• **BRIEF**: Print the listing exactly as it stands, and skip any pictures in it.

[Opening EXTRACTED DATA section]

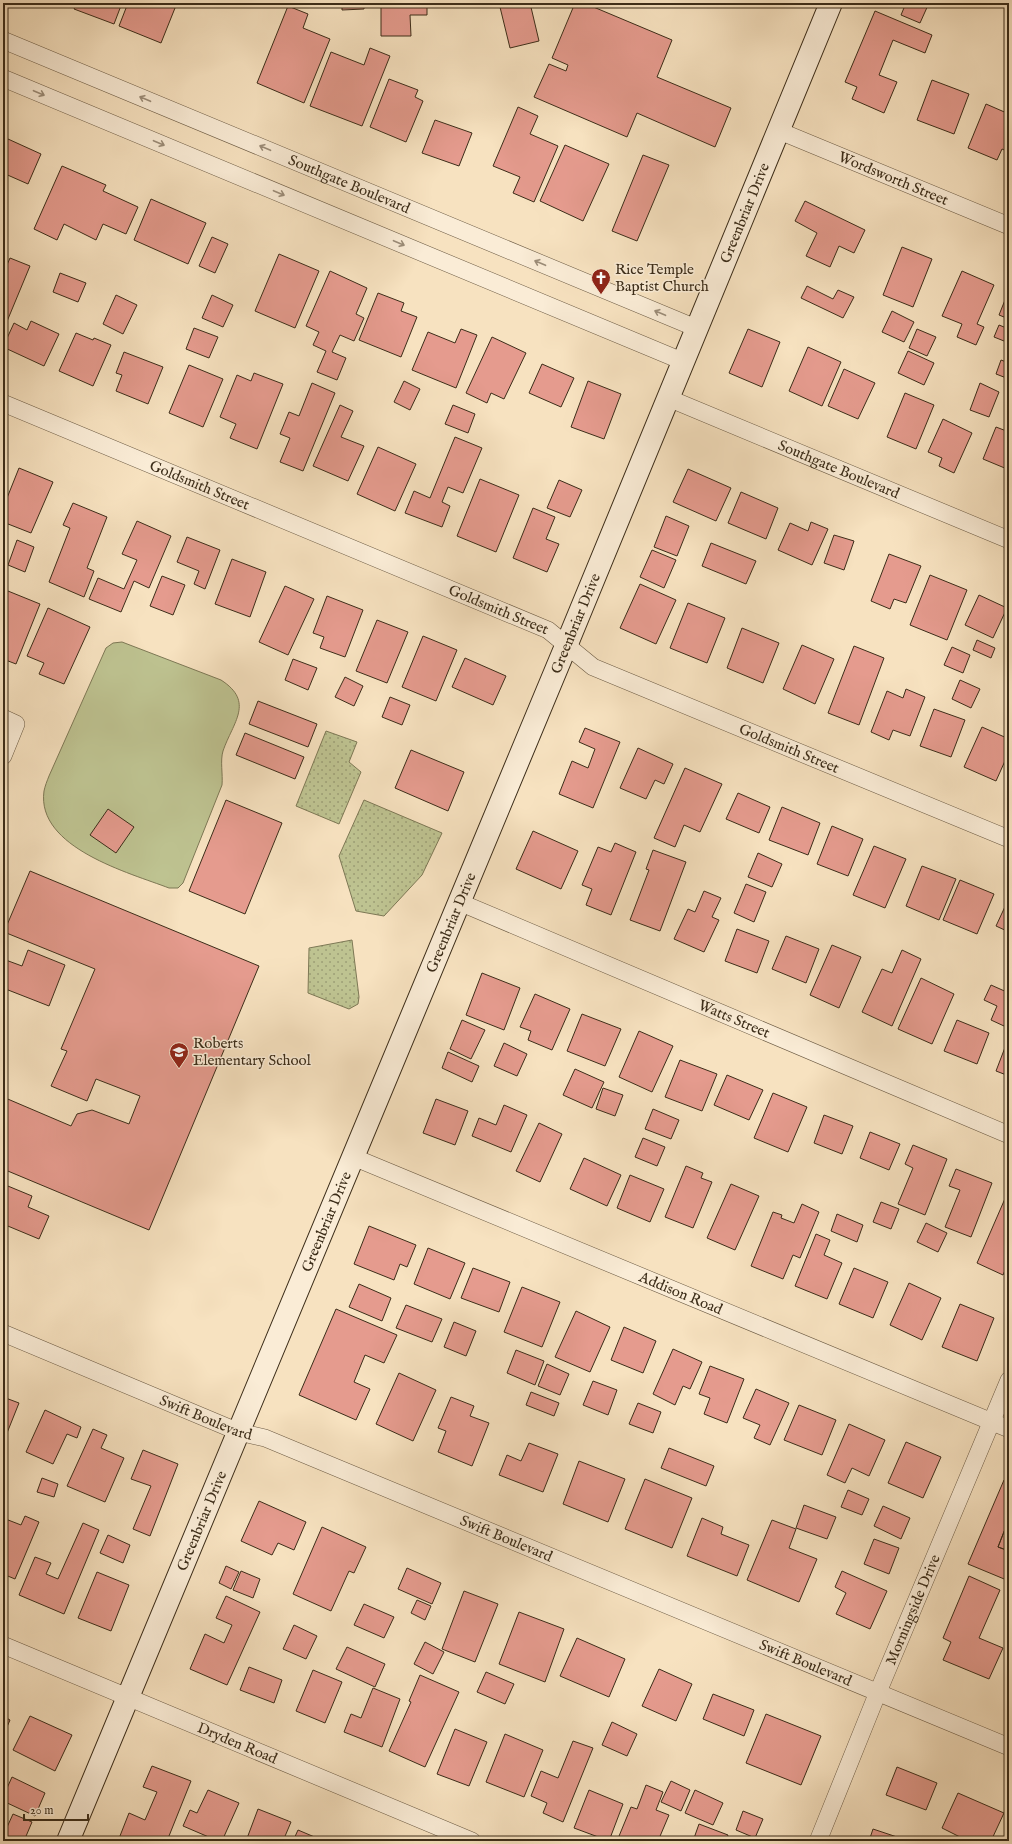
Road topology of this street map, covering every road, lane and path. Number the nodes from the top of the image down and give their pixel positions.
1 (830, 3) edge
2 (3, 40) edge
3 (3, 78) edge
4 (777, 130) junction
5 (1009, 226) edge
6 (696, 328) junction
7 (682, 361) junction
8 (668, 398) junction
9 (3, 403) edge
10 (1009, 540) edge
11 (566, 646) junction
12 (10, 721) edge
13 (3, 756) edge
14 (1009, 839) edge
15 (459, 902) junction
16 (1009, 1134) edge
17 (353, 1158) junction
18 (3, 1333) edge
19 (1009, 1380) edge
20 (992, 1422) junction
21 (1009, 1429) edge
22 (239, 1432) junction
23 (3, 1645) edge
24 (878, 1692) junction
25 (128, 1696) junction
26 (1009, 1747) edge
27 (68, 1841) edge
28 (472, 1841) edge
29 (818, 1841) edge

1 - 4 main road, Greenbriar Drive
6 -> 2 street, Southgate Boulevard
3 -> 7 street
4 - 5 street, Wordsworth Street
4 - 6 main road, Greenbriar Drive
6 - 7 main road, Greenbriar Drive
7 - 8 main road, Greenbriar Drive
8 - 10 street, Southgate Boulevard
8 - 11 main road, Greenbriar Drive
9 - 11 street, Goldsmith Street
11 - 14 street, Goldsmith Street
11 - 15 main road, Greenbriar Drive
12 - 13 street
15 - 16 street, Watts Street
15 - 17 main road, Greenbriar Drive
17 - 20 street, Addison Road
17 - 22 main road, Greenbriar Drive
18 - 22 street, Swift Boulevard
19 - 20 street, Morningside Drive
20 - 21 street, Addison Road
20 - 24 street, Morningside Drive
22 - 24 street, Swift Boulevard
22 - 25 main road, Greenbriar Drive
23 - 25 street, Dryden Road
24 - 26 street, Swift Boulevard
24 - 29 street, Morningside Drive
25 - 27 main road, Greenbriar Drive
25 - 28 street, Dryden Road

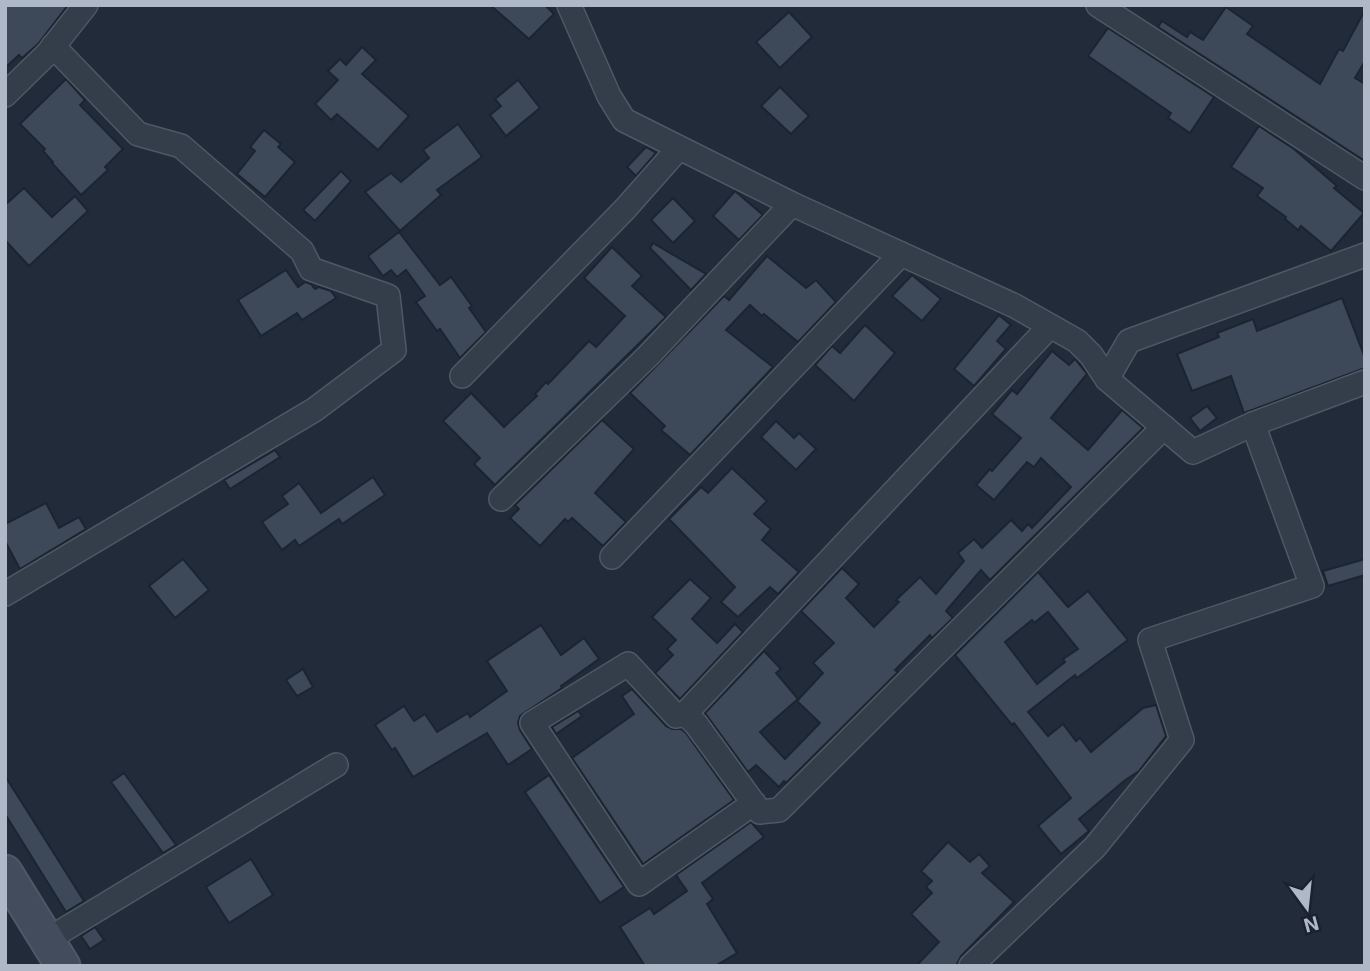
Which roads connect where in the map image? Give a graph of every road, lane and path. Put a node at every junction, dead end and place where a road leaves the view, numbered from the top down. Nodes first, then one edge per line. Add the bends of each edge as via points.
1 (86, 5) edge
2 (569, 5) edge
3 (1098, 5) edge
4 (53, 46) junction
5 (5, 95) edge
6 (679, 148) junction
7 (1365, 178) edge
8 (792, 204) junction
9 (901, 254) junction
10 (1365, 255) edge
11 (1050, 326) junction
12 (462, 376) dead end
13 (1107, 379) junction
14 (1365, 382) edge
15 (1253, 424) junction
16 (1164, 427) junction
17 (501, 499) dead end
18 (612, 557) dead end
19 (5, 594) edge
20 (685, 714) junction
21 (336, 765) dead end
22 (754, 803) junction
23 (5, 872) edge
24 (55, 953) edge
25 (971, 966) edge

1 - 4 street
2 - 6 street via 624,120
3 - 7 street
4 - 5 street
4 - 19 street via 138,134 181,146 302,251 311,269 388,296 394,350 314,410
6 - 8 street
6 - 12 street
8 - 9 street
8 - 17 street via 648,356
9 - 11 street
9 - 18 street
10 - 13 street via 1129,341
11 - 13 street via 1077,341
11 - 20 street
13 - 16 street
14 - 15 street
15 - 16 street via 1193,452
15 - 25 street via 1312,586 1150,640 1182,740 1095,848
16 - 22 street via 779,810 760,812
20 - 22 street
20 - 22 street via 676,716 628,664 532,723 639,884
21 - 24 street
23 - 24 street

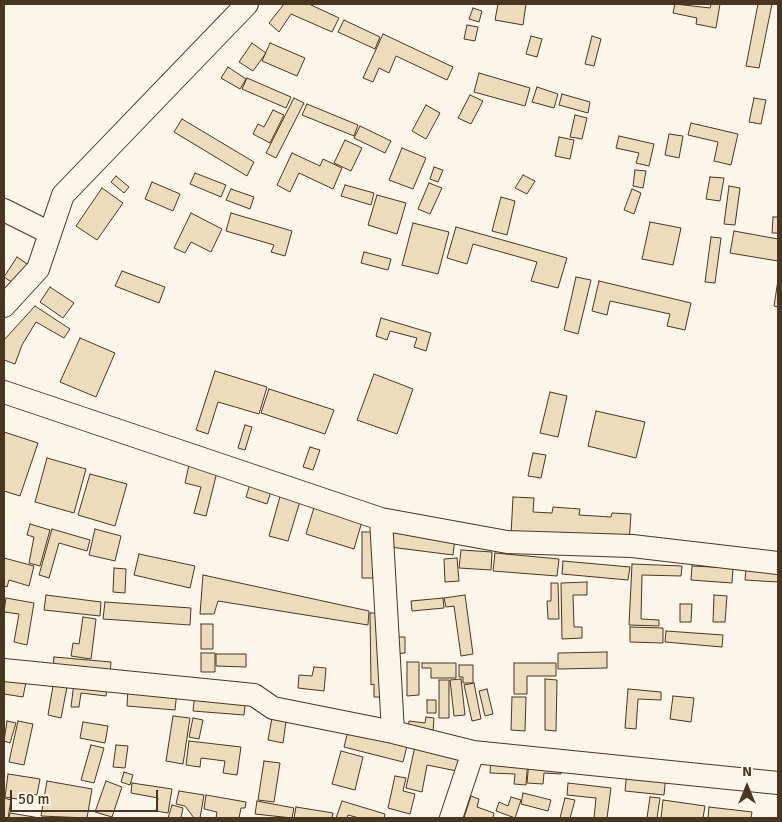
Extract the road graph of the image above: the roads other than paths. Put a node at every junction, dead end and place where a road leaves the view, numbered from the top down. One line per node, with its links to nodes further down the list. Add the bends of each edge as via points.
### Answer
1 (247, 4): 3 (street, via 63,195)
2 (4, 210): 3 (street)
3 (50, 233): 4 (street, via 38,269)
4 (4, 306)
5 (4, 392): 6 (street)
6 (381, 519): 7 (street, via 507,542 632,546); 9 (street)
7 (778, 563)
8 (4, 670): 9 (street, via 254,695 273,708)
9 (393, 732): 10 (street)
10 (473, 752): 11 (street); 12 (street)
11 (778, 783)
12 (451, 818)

[Closing EXTRACTED DATA section]

• **EXERCISE OUTPUT**:
Road topology of this street map, covering every road, lane and path. Number the nodes from the top of the image down and give their pixel positions.
1 (830, 3) edge
2 (3, 40) edge
3 (3, 78) edge
4 (777, 130) junction
5 (1009, 226) edge
6 (696, 328) junction
7 (682, 361) junction
8 (668, 398) junction
9 (3, 403) edge
10 (1009, 540) edge
11 (566, 646) junction
12 (10, 721) edge
13 (3, 756) edge
14 (1009, 839) edge
15 (459, 902) junction
16 (1009, 1134) edge
17 (353, 1158) junction
18 (3, 1333) edge
19 (1009, 1380) edge
20 (992, 1422) junction
21 (1009, 1429) edge
22 (239, 1432) junction
23 (3, 1645) edge
24 (878, 1692) junction
25 (128, 1696) junction
26 (1009, 1747) edge
27 (68, 1841) edge
28 (472, 1841) edge
29 (818, 1841) edge

1 - 4 main road, Greenbriar Drive
6 -> 2 street, Southgate Boulevard
3 -> 7 street
4 - 5 street, Wordsworth Street
4 - 6 main road, Greenbriar Drive
6 - 7 main road, Greenbriar Drive
7 - 8 main road, Greenbriar Drive
8 - 10 street, Southgate Boulevard
8 - 11 main road, Greenbriar Drive
9 - 11 street, Goldsmith Street
11 - 14 street, Goldsmith Street
11 - 15 main road, Greenbriar Drive
12 - 13 street
15 - 16 street, Watts Street
15 - 17 main road, Greenbriar Drive
17 - 20 street, Addison Road
17 - 22 main road, Greenbriar Drive
18 - 22 street, Swift Boulevard
19 - 20 street, Morningside Drive
20 - 21 street, Addison Road
20 - 24 street, Morningside Drive
22 - 24 street, Swift Boulevard
22 - 25 main road, Greenbriar Drive
23 - 25 street, Dryden Road
24 - 26 street, Swift Boulevard
24 - 29 street, Morningside Drive
25 - 27 main road, Greenbriar Drive
25 - 28 street, Dryden Road

Which roads connect where in the map image? Give a graph of every road, lane and path. Put a node at every junction, dead end and place where a road leaves the view, numbered from the top down. Nodes first, then one edge per line. Add the bends of each edge as via points.
1 (86, 5) edge
2 (569, 5) edge
3 (1098, 5) edge
4 (53, 46) junction
5 (5, 95) edge
6 (679, 148) junction
7 (1365, 178) edge
8 (792, 204) junction
9 (901, 254) junction
10 (1365, 255) edge
11 (1050, 326) junction
12 (462, 376) dead end
13 (1107, 379) junction
14 (1365, 382) edge
15 (1253, 424) junction
16 (1164, 427) junction
17 (501, 499) dead end
18 (612, 557) dead end
19 (5, 594) edge
20 (685, 714) junction
21 (336, 765) dead end
22 (754, 803) junction
23 (5, 872) edge
24 (55, 953) edge
25 (971, 966) edge

1 - 4 street
2 - 6 street via 624,120
3 - 7 street
4 - 5 street
4 - 19 street via 138,134 181,146 302,251 311,269 388,296 394,350 314,410
6 - 8 street
6 - 12 street
8 - 9 street
8 - 17 street via 648,356
9 - 11 street
9 - 18 street
10 - 13 street via 1129,341
11 - 13 street via 1077,341
11 - 20 street
13 - 16 street
14 - 15 street
15 - 16 street via 1193,452
15 - 25 street via 1312,586 1150,640 1182,740 1095,848
16 - 22 street via 779,810 760,812
20 - 22 street
20 - 22 street via 676,716 628,664 532,723 639,884
21 - 24 street
23 - 24 street

Extract the road graph of the image above: the roads other than paths. Put a node at every junction, dead end and place where a road leaves the view, numbered from the top down. One line per node, with its links to nodes further down the list. Add the bends of each edge as via points.
### Answer
1 (247, 4): 3 (street, via 63,195)
2 (4, 210): 3 (street)
3 (50, 233): 4 (street, via 38,269)
4 (4, 306)
5 (4, 392): 6 (street)
6 (381, 519): 7 (street, via 507,542 632,546); 9 (street)
7 (778, 563)
8 (4, 670): 9 (street, via 254,695 273,708)
9 (393, 732): 10 (street)
10 (473, 752): 11 (street); 12 (street)
11 (778, 783)
12 (451, 818)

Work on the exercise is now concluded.